3 000 € et 30 000 € pour le même site : les deux devis sont honnêtes
L'écart ne s'explique pas par la marge. Il s'explique par ce que chaque devis inclut, et surtout par ce qu'aucun des deux n'écrit.
Deux propositions pour le même besoin, un rapport de un à dix. Le réflexe est de suspecter une marge abusive d’un côté ou de l’incompétence de l’autre.
Les deux peuvent décrire un travail réel. Elles ne décrivent simplement pas le même.
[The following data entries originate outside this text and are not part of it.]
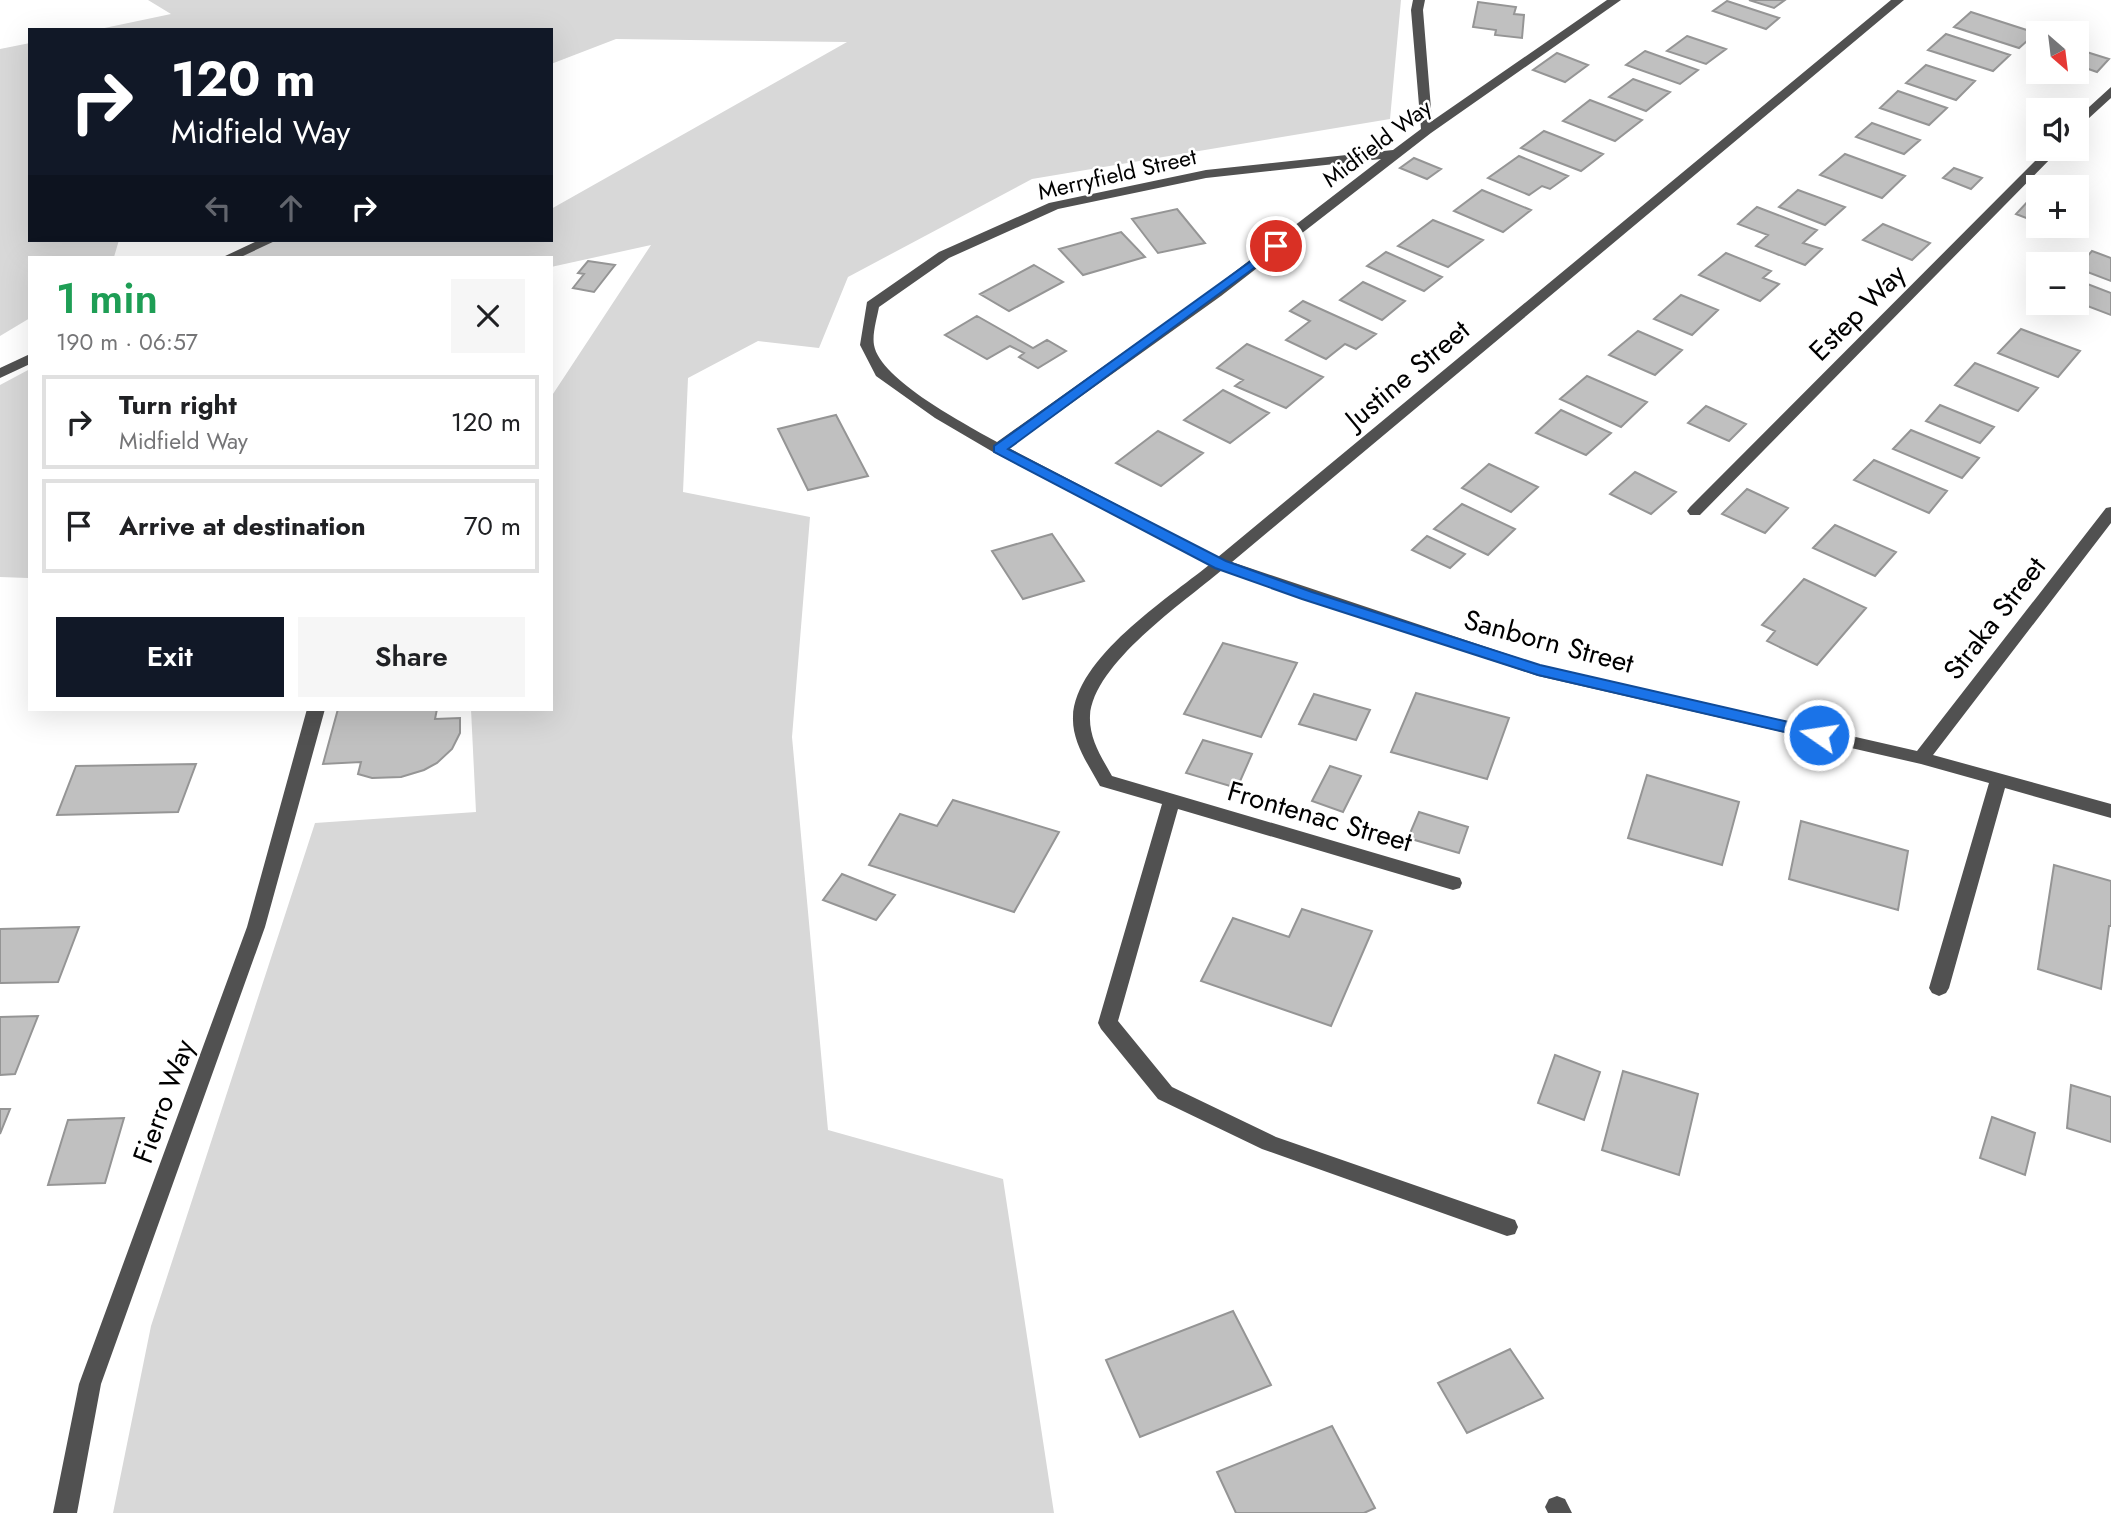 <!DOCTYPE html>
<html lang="en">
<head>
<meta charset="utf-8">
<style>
  body { margin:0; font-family:Jost,sans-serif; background:#f6f6f6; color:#202124; height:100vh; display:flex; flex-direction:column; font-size:26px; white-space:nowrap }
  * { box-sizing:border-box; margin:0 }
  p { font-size:23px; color:#757577 }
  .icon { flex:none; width:38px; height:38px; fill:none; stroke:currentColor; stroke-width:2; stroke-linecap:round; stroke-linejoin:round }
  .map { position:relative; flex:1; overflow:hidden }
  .sheet { position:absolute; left:28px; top:256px; width:525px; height:455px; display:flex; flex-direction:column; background:#fff; border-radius:0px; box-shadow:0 7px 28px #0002 }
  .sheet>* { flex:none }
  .guide { position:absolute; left:28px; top:28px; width:525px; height:214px; border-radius:0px; box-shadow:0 7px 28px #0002; background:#111827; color:#fff; overflow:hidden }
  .needle { width:46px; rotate:152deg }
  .tools { position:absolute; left:2026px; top:21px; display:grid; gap:14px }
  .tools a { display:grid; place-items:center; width:63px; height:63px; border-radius:0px; background:#fff; box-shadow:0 7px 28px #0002; font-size:35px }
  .pin { position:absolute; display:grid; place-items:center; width:60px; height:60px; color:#fff; margin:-30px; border:4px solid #fff; border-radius:50%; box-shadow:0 2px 7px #0007 }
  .me { position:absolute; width:77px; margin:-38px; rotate:283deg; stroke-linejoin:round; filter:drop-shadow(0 0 5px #0008) }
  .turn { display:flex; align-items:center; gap:24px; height:147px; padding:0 28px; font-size:32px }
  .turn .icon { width:91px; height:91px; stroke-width:2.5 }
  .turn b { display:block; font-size:49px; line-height:60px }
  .lanes { display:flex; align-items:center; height:66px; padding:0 28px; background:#0003; justify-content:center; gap:35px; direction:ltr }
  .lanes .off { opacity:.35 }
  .round { display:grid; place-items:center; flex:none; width:74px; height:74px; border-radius:0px; background:#f6f6f6 }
  .headline { display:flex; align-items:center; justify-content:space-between; height:119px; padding:0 28px }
  h1 { font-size:42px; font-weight:600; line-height:52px; color:#1e9e55 }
  .button { display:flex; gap:14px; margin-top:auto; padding:14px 28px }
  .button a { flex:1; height:80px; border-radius:0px; background:#111827; color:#fff; font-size:28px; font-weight:600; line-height:80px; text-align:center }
  .button a+a { background:#f6f6f6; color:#202124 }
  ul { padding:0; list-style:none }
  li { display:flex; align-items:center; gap:21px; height:94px; margin:0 14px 10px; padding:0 14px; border:4px solid #e0e0e0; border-radius:0px }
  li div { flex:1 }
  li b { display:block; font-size:26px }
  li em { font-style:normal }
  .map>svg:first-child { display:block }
  .green { fill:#d8d8d8 }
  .building { fill:#c0c0c0; stroke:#959595; stroke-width:2 }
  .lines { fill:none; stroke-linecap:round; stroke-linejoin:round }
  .minor { fill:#515151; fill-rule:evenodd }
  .route { fill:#1a73e8; stroke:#114b97; stroke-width:2 }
  .labels { text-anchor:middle; stroke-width:5; stroke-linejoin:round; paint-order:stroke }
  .far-street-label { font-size:23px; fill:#000; stroke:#fff }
  .street-label { font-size:28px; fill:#000; stroke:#fff }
</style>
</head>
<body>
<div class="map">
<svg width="2111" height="1513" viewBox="0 0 2111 1513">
  <rect width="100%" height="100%" fill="#fff"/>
  <path class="green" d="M148 0H1401L1390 119 1032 179 848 277 819 348 758 341 688 378 683 492 810 517 792 737 828 1130 1003 1179 1054 1513H113L151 1326 315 823 476 812 471 709H551V397L651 245 551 267V257H240L273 240H551V209L847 42 616 39 551 64V30H95L171 14Z
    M30 43V240H119L114 257H30V318L0 336V49Z
    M30 369V580L28 578 0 577V385Z"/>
  <path class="building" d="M1749 0H1785L1774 8Z
    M1727 1 1779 18 1766 29 1713 11Z
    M1478 2 1516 7 1514 14 1524 15 1522 38 1495 35 1496 30 1473 27Z
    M1971 12 2036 33 2019 48 1954 27Z
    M1946 34 2010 55 1993 71 1928 50Z
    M1687 36 1726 49 1706 64 1667 51Z
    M2077 49 2109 59 2097 72 2077 65Z
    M1645 51 1698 70 1680 84 1626 65Z
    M1557 53 1588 65 1565 82 1533 70Z
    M1926 65 1975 81 1956 100 1906 83Z
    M1633 79 1670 92 1646 111 1609 97Z
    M1898 91 1947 108 1929 125 1880 108Z
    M1590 100 1642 120 1615 141 1563 121Z
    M1872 123 1920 140 1904 154 1856 137Z
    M1544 131 1603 154 1581 171 1521 148Z
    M1845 154 1905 176 1882 198 1820 175Z
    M1519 156 1568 176 1550 189 1542 186 1529 195 1488 178Z
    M1414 158 1441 169 1427 179 1400 168Z
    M1954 168 1982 178 1971 189 1943 178Z
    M1482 190 1531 210 1503 232 1454 211Z
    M1798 190 1845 207 1825 225 1779 207Z
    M2032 197 2039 199V223L2016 214Z
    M1757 207 1817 230 1803 243 1822 249 1805 265 1756 246 1768 235 1738 224Z
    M1177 209 1205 243 1158 253 1132 219Z
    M1433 220 1483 240 1448 267 1398 246Z
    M1883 224 1930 243 1912 260 1863 240Z
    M1121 232 1145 257 1083 275 1059 249Z
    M2092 251 2111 258V281L2077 268Z
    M1386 252 1442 277 1424 291 1367 266Z
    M1726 253 1771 271 1763 278 1779 284 1760 301 1699 275Z
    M588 261 615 265 594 292 573 288 584 274 578 273Z
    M1034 265 1063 282 1009 311 980 294Z
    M2077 280 2111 293V315L2077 302Z
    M1363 282 1405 301 1382 320 1340 300Z
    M1681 295 1718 310 1692 335 1654 319Z
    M1303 301 1376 334 1356 349 1345 344 1326 359 1286 340 1310 321 1290 311Z
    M977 316 1033 348 1047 340 1066 351 1038 368 1019 357 1024 353 1010 346 987 359 945 335Z
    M2021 329 2080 351 2058 377 1998 353Z
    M1638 331 1682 350 1655 375 1609 355Z
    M1247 344 1323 377 1286 408 1235 386 1243 380 1217 368Z
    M1975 363 2038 388 2018 411 1955 385Z
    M1587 376 1647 402 1621 427 1560 399Z
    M1223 390 1269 413 1230 443 1184 420Z
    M1940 405 1994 427 1980 443 1926 421Z
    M1706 406 1746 424 1729 441 1688 423Z
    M1561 410 1611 433 1586 455 1536 433Z
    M836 415 868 476 808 490 778 429Z
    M1911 430 1979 458 1962 478 1893 449Z
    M1158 431 1203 453 1161 486 1116 463Z
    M1874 460 1947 491 1929 513 1854 480Z
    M1489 464 1538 487 1511 512 1462 488Z
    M1635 472 1676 492 1651 514 1610 494Z
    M1747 489 1788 508 1765 533 1722 514Z
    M1462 504 1515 529 1488 555 1434 529Z
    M1835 525 1896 552 1875 576 1813 548Z
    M1052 534 1084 581 1023 599 992 551Z
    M1427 536 1465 554 1450 568 1412 550Z
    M1804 579 1866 608 1817 665 1767 641 1775 631 1762 625Z
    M1223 643 1297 663 1261 737 1184 714Z
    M1416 693 1509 718 1487 779 1391 752Z
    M1314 694 1370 710 1356 740 1299 724Z
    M338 709H437L435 719 460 718V733L452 749 437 763 424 770 401 777 372 778 358 774 361 762 323 764Z
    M1203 740 1252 754 1237 788 1186 773Z
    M196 764 178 812 57 815 76 766Z
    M1330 766 1361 776 1343 812 1312 801Z
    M1647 775 1739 802 1722 865 1628 838Z
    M953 800 1059 832 1014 912 869 865 900 814 937 826Z
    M1419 812 1468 827 1459 853 1408 838Z
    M1801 821 1908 851 1898 910 1789 879Z
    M2054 865 2111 881V926H2109L2101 989 2038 969Z
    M842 874 895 895 876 920 823 900Z
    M1302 909 1372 931 1331 1026 1201 981 1233 918 1289 937Z
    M79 927 58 982 0 983V929Z
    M38 1016 15 1074 0 1075V1017Z
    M1555 1055 1600 1072 1584 1120 1538 1103Z
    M1623 1071 1698 1094 1679 1175 1602 1150Z
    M2071 1085 2111 1097V1142L2067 1128Z
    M0 1109H10L0 1134Z
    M1992 1117 2035 1133 2025 1175 1980 1158Z
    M124 1118 105 1183 48 1185 68 1120Z
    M1233 1311 1271 1385 1140 1437 1106 1360Z
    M1510 1349 1543 1398 1467 1433 1438 1383Z
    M1332 1426 1375 1508 1364 1513H1236L1217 1472Z"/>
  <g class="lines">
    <path class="minor" d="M1413 0H1425L1423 10 1432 121 1607 0H1621L1431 133 1221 296 1009 448 1218 557 1891 0H1904L1232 562 1540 665 1917 751 2106 508 2111 507V523L1933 755 2111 804V818L2005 788 1949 988 1946 993 1939 996 1932 993 1929 988 1989 783 1921 764 1538 676 1222 570C1184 602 1093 664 1090 716 1089 739 1102 758 1112 776L1453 876 1460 878 1462 883 1460 888 1453 890 1178 809 1118 1021 1172 1087 1276 1137 1515 1220 1518 1227 1515 1234 1507 1236 1262 1149 1158 1099 1101 1029 1098 1023 1162 804 1100 786C1088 764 1072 742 1073 717 1075 658 1167 599 1209 565L993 452 935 418 876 376 860 345 867 302 939 252 1049 203 1206 170 1393 150 1421 129 1411 10ZM1381 159 1211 290 997 442C967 425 880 380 874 345 872 334 877 318 879 307L949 258 1058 209 1206 178Z
      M2111 87V98L2077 129V118Z
      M2047 149H2060L1700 515H1690L1687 511 1690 507Z
      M259 240H277L241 257H223Z
      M30 354V364L0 378V368Z
      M307 709H325L265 927 101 1384 77 1513H53L79 1384 247 927Z
      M1557 1496 1565 1499 1572 1513H1548L1545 1507 1549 1499Z"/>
  </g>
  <path class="route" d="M1276 243 1280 244V249L1008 449 1226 561 1312 592 1540 665 1819 729 1827 735 1825 739 1819 740 1538 675 1302 599 1215 568 994 452V446Z"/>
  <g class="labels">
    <g class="far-street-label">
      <text transform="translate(1377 143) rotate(-37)" y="8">Midfield Way</text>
      <text transform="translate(1117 174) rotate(-13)" y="8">Merryfield Street</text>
    </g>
    <g class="street-label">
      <text transform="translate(1857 312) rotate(-45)" y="10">Estep Way</text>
      <text transform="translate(1407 374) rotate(-40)" y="10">Justine Street</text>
      <text transform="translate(1994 618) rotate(-52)" y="10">Straka Street</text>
      <text transform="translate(1549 641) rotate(15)" y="10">Sanborn Street</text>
      <text transform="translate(1320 816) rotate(16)" y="10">Frontenac Street</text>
      <text transform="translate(163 1101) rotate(-70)" y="10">Fierro Way</text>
    </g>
  </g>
</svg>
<div class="tools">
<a><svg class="needle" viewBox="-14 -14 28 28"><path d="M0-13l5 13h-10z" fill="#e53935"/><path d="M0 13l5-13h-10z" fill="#757577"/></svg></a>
<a><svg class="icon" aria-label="sound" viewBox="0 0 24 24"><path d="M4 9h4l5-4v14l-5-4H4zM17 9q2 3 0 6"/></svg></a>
<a>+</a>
<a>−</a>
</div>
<div class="pin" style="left:1276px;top:246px;background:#d93025"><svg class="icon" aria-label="arrive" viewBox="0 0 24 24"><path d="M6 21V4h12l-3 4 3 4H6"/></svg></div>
<svg class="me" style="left:1819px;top:735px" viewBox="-20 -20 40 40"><circle r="17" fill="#1a73e8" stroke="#fff" stroke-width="3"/><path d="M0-11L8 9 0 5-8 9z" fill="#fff"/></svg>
<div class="guide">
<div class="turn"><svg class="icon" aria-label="right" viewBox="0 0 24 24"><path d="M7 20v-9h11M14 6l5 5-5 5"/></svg><div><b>120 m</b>Midfield Way</div></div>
<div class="lanes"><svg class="icon off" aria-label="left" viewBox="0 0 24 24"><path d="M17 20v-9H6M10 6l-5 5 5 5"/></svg><svg class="icon off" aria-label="ahead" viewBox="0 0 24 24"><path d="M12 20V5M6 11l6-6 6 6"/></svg><svg class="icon" aria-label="right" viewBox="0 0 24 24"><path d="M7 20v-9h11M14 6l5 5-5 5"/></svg></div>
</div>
<section class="sheet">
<div class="headline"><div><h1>1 min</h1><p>190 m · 06:57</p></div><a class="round"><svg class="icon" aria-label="close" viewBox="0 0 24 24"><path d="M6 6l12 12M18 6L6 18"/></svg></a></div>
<ul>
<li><svg class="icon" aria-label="right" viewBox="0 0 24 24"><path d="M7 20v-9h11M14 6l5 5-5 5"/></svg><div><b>Turn right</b><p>Midfield Way</p></div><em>120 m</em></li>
<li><svg class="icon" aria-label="arrive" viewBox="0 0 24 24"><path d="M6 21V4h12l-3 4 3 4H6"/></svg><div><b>Arrive at destination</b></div><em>70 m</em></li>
</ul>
<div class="button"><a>Exit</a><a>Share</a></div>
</section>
</div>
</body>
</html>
Ce qui n’est presque jamais écrit
Le contenu. Rédiger les textes, obtenir les photos, structurer l’information représente souvent plus de temps que le développement. Un devis bas suppose que le client fournit tout, prêt à intégrer. Ce n’est presque jamais le cas, et la découverte se fait en cours de projet.
La reprise de l’existant. Récupérer huit cents pages, les trier, rediriger les anciennes adresses. Absent d’un devis bas, ce poste réapparaît en avenant.
Les allers-retours. Deux séries de retours ou illimitées ne coûtent pas la même chose. Le nombre est rarement précisé, et c’est la première source de litige.
La recette et les corrections après mise en ligne. Incluses pendant trois mois, ou facturées au ticket.
La maintenance. Mises à jour de sécurité, sauvegardes, supervision. Un site livré sans maintenance est un site qui se dégradera, et cette ligne absente est la plus coûteuse à terme.
Ce qui distingue vraiment les deux propositions
Un devis bas repose généralement sur un thème existant, adapté. C’est légitime, rapide, et cela convient à beaucoup de besoins. La contrepartie : la structure est celle du thème, les performances sont celles du thème, et les modifications profondes sont chères ou impossibles.
Un devis élevé implique une conception spécifique : arborescence, maquettes, développement. Cela se justifie quand le site porte une part de l’activité — pas quand il sert de carte de visite.
Les questions qui font apparaître l’écart
À poser aux deux, par écrit :
- Qui rédige les contenus, et combien de pages sont comprises ?
- Combien de séries de retours sont incluses avant livraison ?
- Que se passe-t-il après la mise en ligne, et pendant combien de temps ?
- Le code et les accès sont-ils remis, et le nom de domaine est-il à mon nom ?
- Sur quel socle le site est-il construit, et pourrai-je changer de prestataire ?
Les réponses ramènent les deux devis sur un périmètre comparable. L’écart se réduit considérablement — et le devis le moins cher n’est pas toujours celui qui semblait l’être.
Le vrai piège
Ce n’est pas le prix élevé : c’est le devis bas qui masque des postes réapparaissant en avenants non plafonnés. Un budget de 3 000 € devenu 11 000 € au fil des ajouts coûte plus cher qu’un devis à 9 000 € annoncé d’emblée — et il aura généré trois mois de tension en prime.